Personally I'm more miffed at the rising cost of Rabbit.

Cartouche

Anonymous said...

Sorry I meant thyme.

Sunnybrae and all who sail in her said...

Too true about duck prices and options of supply.
What I dont get is how do they manage to sell a chinese roast duck for about $20?
Your Recipe sounds good.
I know confit is just so passe but I still find a carefully done confit the best way to cook a duck for re-heating. So many options in the curing mix, complex flavours on maturation no mess, simple once you see it done, very verastile. Quack

Zoe said...

Thanks, Steve, I've been wondering what to do with that duck in the freezer ;)

Michelle said...

Jeepers Steve! That sounds so good - I'll be there tomorrow! (err is the duck on tomorrow?) Had a woefully tough duck at an all too rare lunch out recently. And before that, ordered Peking Duck from highly regarded Sandy Bay restaurant for $30 to share with a friend. We were served 4 postage stamp sized pieces of duck and four julienned pieces of green onion. Miserable. As a result, we cried because we were still so hungry and broke. Oh I miss Haymarket...

steve said...

Hi Cartouche-thanks for the endorsemnt. On Ritas post I am amazed actually of the divide that some operators & some customers seem to have. I suspect though that the more sensational of the opinions came from a minority not representing the views of the industry toward this voucher guff.

Hello George-I agree, still love confit also. Unfortunately several of the ones I had when I ate out last were on the dry & over salty side of the ledger. Fashions come & go but confit duck legs will always be a stayer-that is until some lab geek makes them into a 'foam' or something.

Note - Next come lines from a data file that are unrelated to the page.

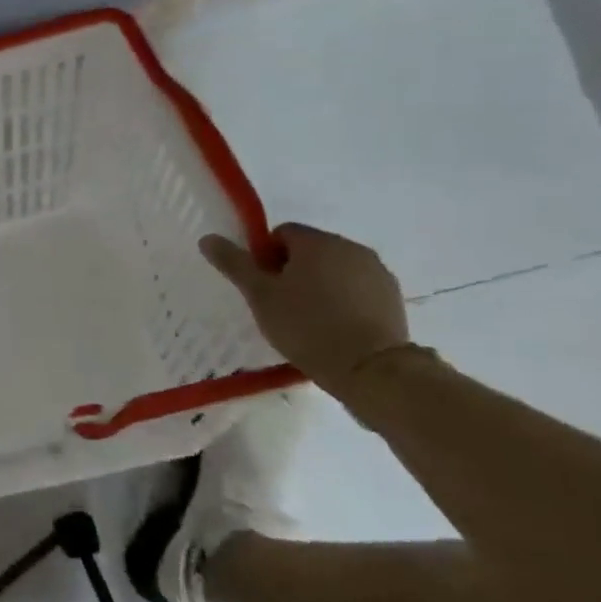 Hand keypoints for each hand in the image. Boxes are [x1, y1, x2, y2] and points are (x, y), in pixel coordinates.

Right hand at [200, 223, 411, 389]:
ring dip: (319, 283)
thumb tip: (207, 238)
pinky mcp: (393, 296)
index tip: (262, 285)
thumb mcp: (260, 295)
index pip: (281, 233)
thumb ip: (234, 263)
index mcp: (317, 242)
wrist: (369, 368)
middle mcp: (351, 247)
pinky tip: (334, 325)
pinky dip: (343, 298)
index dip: (265, 256)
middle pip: (310, 249)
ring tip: (308, 317)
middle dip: (292, 269)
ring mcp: (377, 272)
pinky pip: (357, 287)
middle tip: (280, 303)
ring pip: (335, 268)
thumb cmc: (306, 325)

Hiya Zoe-was it a wild duck? If so I would suggest to confit the legs but cooking the breast on the rare side. Wild duck dosn't have much meat & the ration of fat to meat is minimal. the legs will be tough as old blazers so they need long slow cooking so braising or confit would be an ideal application. The breast can be pan seared & then roasted but importantly leave them still attached to the frame as this avoids much shrinkage-you dont want to end up with quali breasts!

G'day Michelle-give it a go & let me know how you end up. I will have duck on this Frid & Sat night at the RVL. Yes some restaurants can be quite mean about drip feeding their customers duck, especially when you know how much it costs. As to the tough duck if you cook it the way & described you'll never have to worry about this again!

stickyfingers said...
This comment has been removed by the author.
stickyfingers said...

If both duck and belly pork are on the menu I'm in trouble - because I have a tendency to order both :P

Even though I live spitting distance from Luv-a-Duck in Port Melb, I like to buy my duck from Milawa free range poultry. I'm lucky enough to get them from their farm shop in South Yarra, and from the inner city farmers markets. Love-a-Duck have a huge market selling to Asia and the pacific too, so if you're in Bora Bora eating duck, it's likely to be one of theirs.

My roast duck recipe was given to me by my father who went to study under a Cantonese roast meat Sifu(master) in HK (just for kicks). It doesn't reqiure steaming, but you do hang the duck for a day after marinading. On the rare occasion I've got my hand on a goose I've done it successfully in a daggy old oven bag, removing it at the end to crisp the skin.

Anonymous said...

...please where can I buy a unicorn?